彼は特に私が写真を撮ることが嫌いなようだ。

私の普段の生活にカメラは欠かせない。小さな1LDKの部屋の中での、どんな些細な出来事だって、それはかけがないのない一瞬だから撮っている。

もちろん、普段仕事に出かける時も首からカメラをぶら下げて外にでる。

写真を撮ることは私にとって息をするような行為だ。崇高な行為でもなければ自傷行為でもない、ごく自然な行為。

彼は写真を撮られることはどうやら嫌いで、家の中でぐーたらしている可愛い彼氏を撮ろうとしようともすればすぐに近づいてきて、最短撮影距離よりも近づいてきて撮らせてくれない。

髪の毛を整えて服を着た彼はだれよりも愛おしく、そしてカッコいいと思うが、普段のだらしない彼氏はもっともっと、さらに愛おしいのだ。

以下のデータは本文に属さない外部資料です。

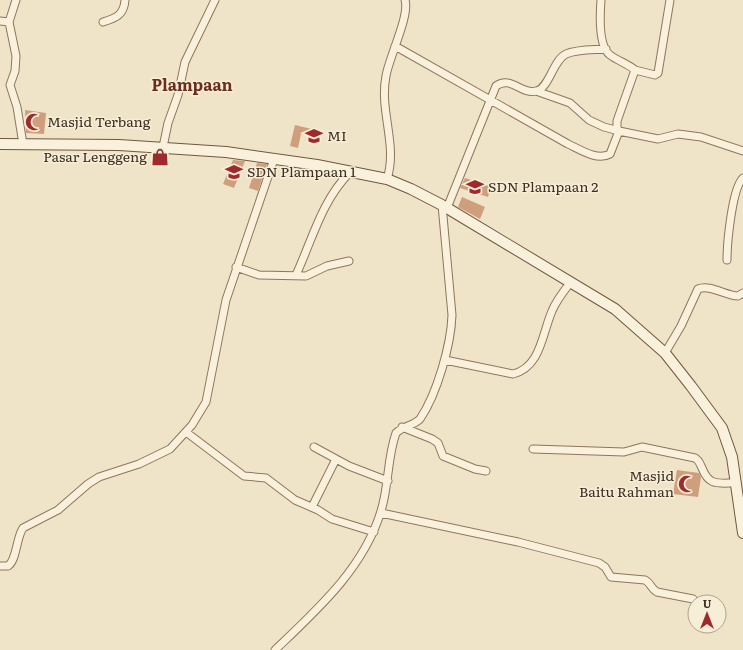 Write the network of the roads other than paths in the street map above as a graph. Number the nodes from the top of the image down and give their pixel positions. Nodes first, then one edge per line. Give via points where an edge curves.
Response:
1 (16, 0) edge
2 (124, 0) edge
3 (215, 0) edge
4 (405, 0) edge
5 (601, 0) edge
6 (670, 0) edge
7 (0, 21) edge
8 (9, 22) junction
9 (103, 22) dead end
10 (395, 46) junction
11 (606, 49) junction
12 (635, 70) junction
13 (536, 91) junction
14 (489, 99) junction
15 (620, 131) junction
16 (0, 144) edge
17 (23, 144) junction
18 (163, 147) junction
19 (743, 151) edge
20 (274, 159) junction
21 (350, 172) junction
22 (743, 178) edge
23 (387, 179) junction
24 (444, 206) junction
25 (727, 260) dead end
26 (349, 261) dead end
27 (236, 267) junction
28 (296, 275) junction
29 (570, 283) junction
30 (743, 293) edge
31 (665, 353) junction
32 (444, 360) junction
33 (402, 427) junction
34 (186, 432) junction
35 (314, 447) dead end
36 (532, 449) dead end
37 (336, 459) junction
38 (486, 470) dead end
39 (388, 481) junction
40 (735, 483) junction
41 (312, 507) junction
42 (381, 513) junction
43 (743, 526) edge
44 (374, 532) junction
45 (0, 566) edge
46 (687, 598) edge
47 (275, 650) edge

1 - 8 street
2 - 9 street via 122,12 117,18
3 - 18 street via 188,53
4 - 10 street via 406,12
5 - 11 street via 601,29
6 - 12 street via 658,73 655,75
7 - 8 street
8 - 17 street via 16,48 15,71 10,85
10 - 14 street
10 - 23 street via 388,65 384,93 391,155
11 - 12 street via 610,55
11 - 13 street via 566,54 559,59 543,86
12 - 15 street via 617,121 617,128
13 - 14 street via 501,82
13 - 15 street via 570,103 589,120
14 - 15 street via 568,144 600,157 610,154
14 - 24 street
15 - 19 street via 658,139 678,134 701,136
16 - 17 street
17 - 18 street
18 - 20 street
20 - 21 street
20 - 27 street
21 - 23 street
21 - 28 street via 340,182 324,207
22 - 25 street via 738,184 729,228
23 - 24 street
24 - 29 street
24 - 32 street via 452,315 450,342
26 - 28 street via 327,266 306,276
27 - 28 street via 259,275
27 - 34 street via 226,300 206,402
29 - 31 street via 615,309
29 - 32 street via 551,313 536,356 522,372 513,374
30 - 31 street via 731,296 706,288 698,289
31 - 40 street via 722,428 732,457
32 - 33 street via 423,414 416,423
33 - 38 street via 438,443 444,456 475,469
33 - 39 street via 394,438
34 - 41 street via 244,476 266,478 295,500
34 - 45 street via 170,449 139,464 99,477 58,510 23,528 12,562 8,566
35 - 37 street
36 - 40 street via 624,452 642,447 695,458 699,461 705,477 710,481 715,484
37 - 39 street
37 - 41 street
39 - 42 street
40 - 43 street
41 - 44 street via 332,519
42 - 44 street
42 - 46 street via 518,542 599,563 611,577 645,580 650,582 653,590 657,592
44 - 47 street via 369,544 338,587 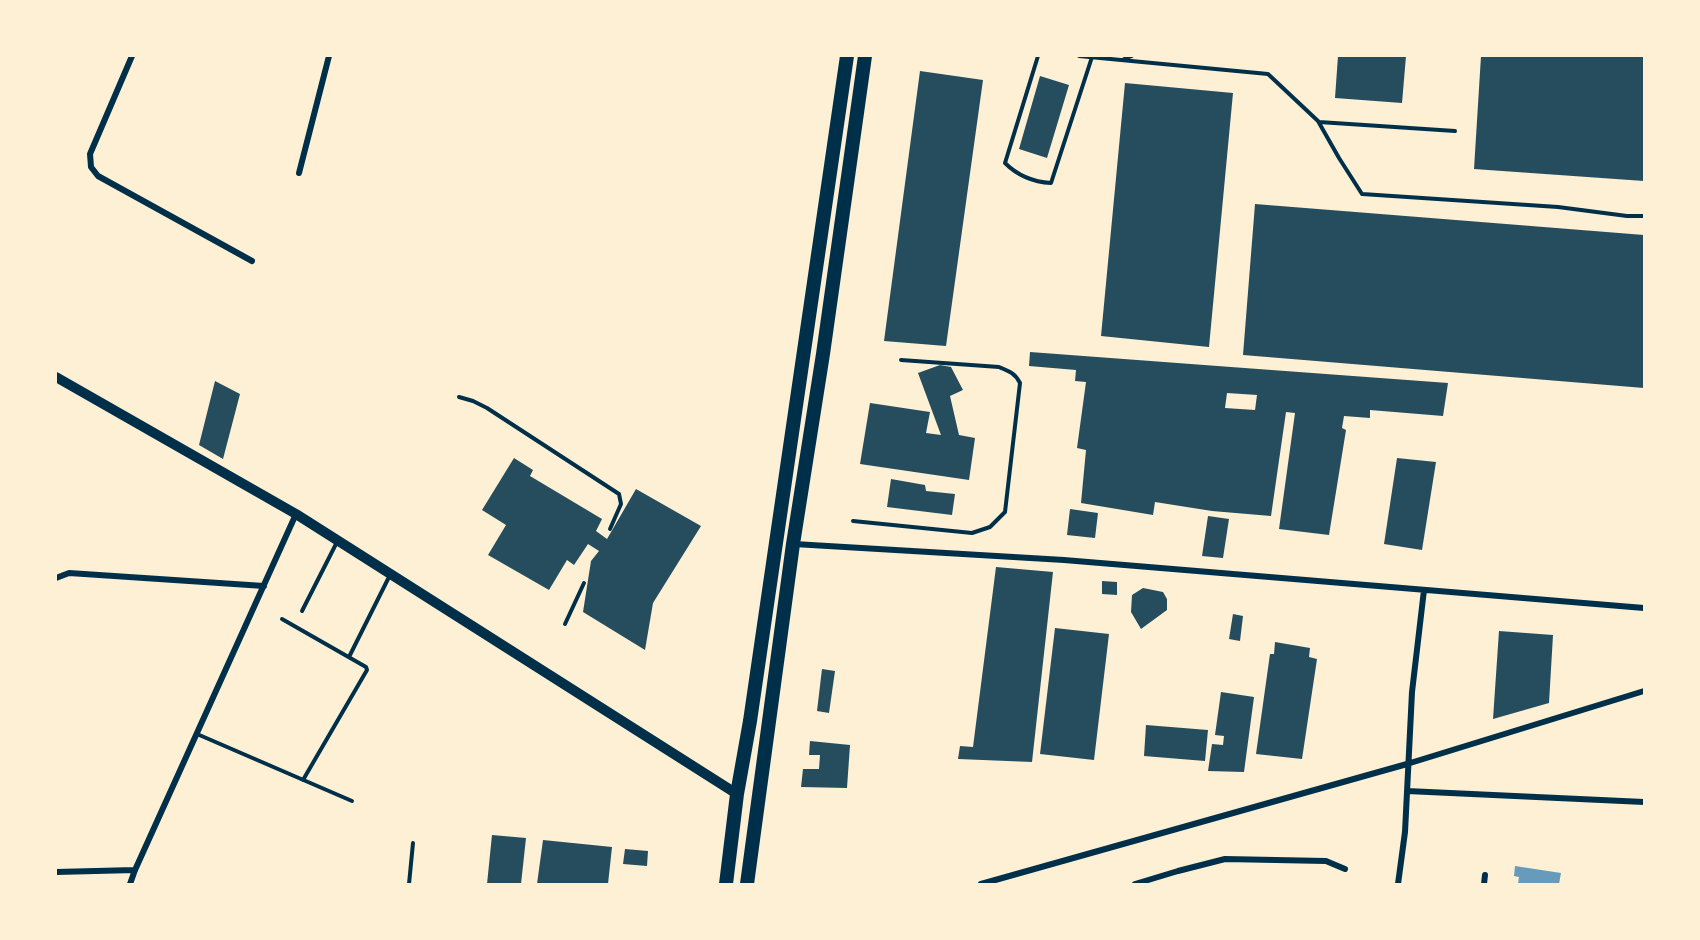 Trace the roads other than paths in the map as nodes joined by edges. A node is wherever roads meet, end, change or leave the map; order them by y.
1 (132, 56) edge
2 (329, 56) edge
3 (847, 56) edge
4 (865, 56) edge
5 (1038, 56) edge
6 (1079, 56) edge
7 (1132, 56) edge
8 (1092, 57) edge
9 (1124, 60) junction
10 (1318, 122) junction
11 (1455, 131) dead end
12 (299, 173) dead end
13 (1644, 216) edge
14 (252, 261) dead end
15 (901, 360) dead end
16 (56, 377) edge
17 (459, 397) dead end
18 (296, 514) junction
19 (853, 521) dead end
20 (610, 529) dead end
21 (338, 541) junction
22 (793, 544) junction
23 (391, 574) junction
24 (56, 578) edge
25 (584, 583) dead end
26 (264, 586) junction
27 (1424, 590) junction
28 (1644, 608) edge
29 (302, 611) dead end
30 (282, 619) dead end
31 (565, 624) dead end
32 (349, 657) junction
33 (1644, 691) edge
34 (197, 734) junction
35 (1407, 764) junction
36 (303, 780) junction
37 (1407, 791) junction
38 (737, 794) junction
39 (352, 801) dead end
40 (1644, 802) edge
41 (413, 843) dead end
42 (1345, 869) dead end
43 (135, 870) junction
44 (56, 872) edge
45 (1485, 875) dead end
46 (130, 885) edge
47 (409, 885) edge
48 (726, 885) edge
49 (747, 885) edge
50 (981, 885) edge
51 (1135, 885) edge
52 (1398, 885) edge
53 (1484, 885) edge

1 - 14 street
2 - 12 street
3 - 38 highway
4 - 22 highway
5 - 8 lane
6 - 8 lane
7 - 9 lane
8 - 9 lane
9 - 10 lane
10 - 11 lane
10 - 13 lane
15 - 19 lane
16 - 18 street
17 - 20 lane
18 - 21 street
18 - 26 street
21 - 23 street
21 - 29 lane
22 - 27 street
22 - 49 highway
23 - 32 lane
23 - 38 street
24 - 26 street
25 - 31 lane
26 - 34 street
27 - 28 street
27 - 35 street
30 - 32 lane
32 - 36 lane
33 - 35 street
34 - 36 lane
34 - 43 street
35 - 37 street
35 - 50 street
36 - 39 lane
37 - 40 street
37 - 52 street
38 - 48 highway
41 - 47 lane
42 - 51 street
43 - 44 street
43 - 46 street
45 - 53 street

しかし、同棲をはじめて、思うように彼を撮れない私は次第にストレスが溜まっていく。それもそうだ、写真を撮ることが自由にできないから、低酸素状態になっているのだもの。

だから私は次第にインスタグラムやTwitterで見かけた男女問わず被写体さんに声をかけて撮らせてもらうことが増えた。

彼は人一倍嫉妬深いから最初は内緒にしていたが、まぁばれないわけがないのでバレて叱られた。

「事前に言ってくれたら撮りに行っていいよ」なんていうけれど、内心絶対嫌がっている。

だから私はまたひっそりと撮りに行くのだが、それがまたバレてしまうと修羅場の誕生である。

私は、たとえ声をかけた被写体の方が男性でも決して浮気などはしない。なぜなら、私は彼を愛しているからだ。彼と結婚したいと思うし彼の子どもも授かりたい。被写体の方が異性であれば彼がいることや同棲していることもちゃんと説明しているし、指輪をつけて撮影に挑んでいる。今の所危ない目にあったことは一度もない。

単純に、彼では満たされない写真欲を外で発散しているだけなのに、どうして彼はそんな私の趣味に口を出すのだろう。

私は彼を撮りたくて、撮りたくて、撮りたくて仕方がないのにそれができないから外に行く。

恋人関係、結婚関係を、私は、言い換えれば「愛情と性の独占契約」と認識していて、それに反することは一切していない。

でも、彼にとってはそれに「写真の独占契約」の意も含んでいるかもしれない。


私は撮る。彼は、それが嫌いみたい。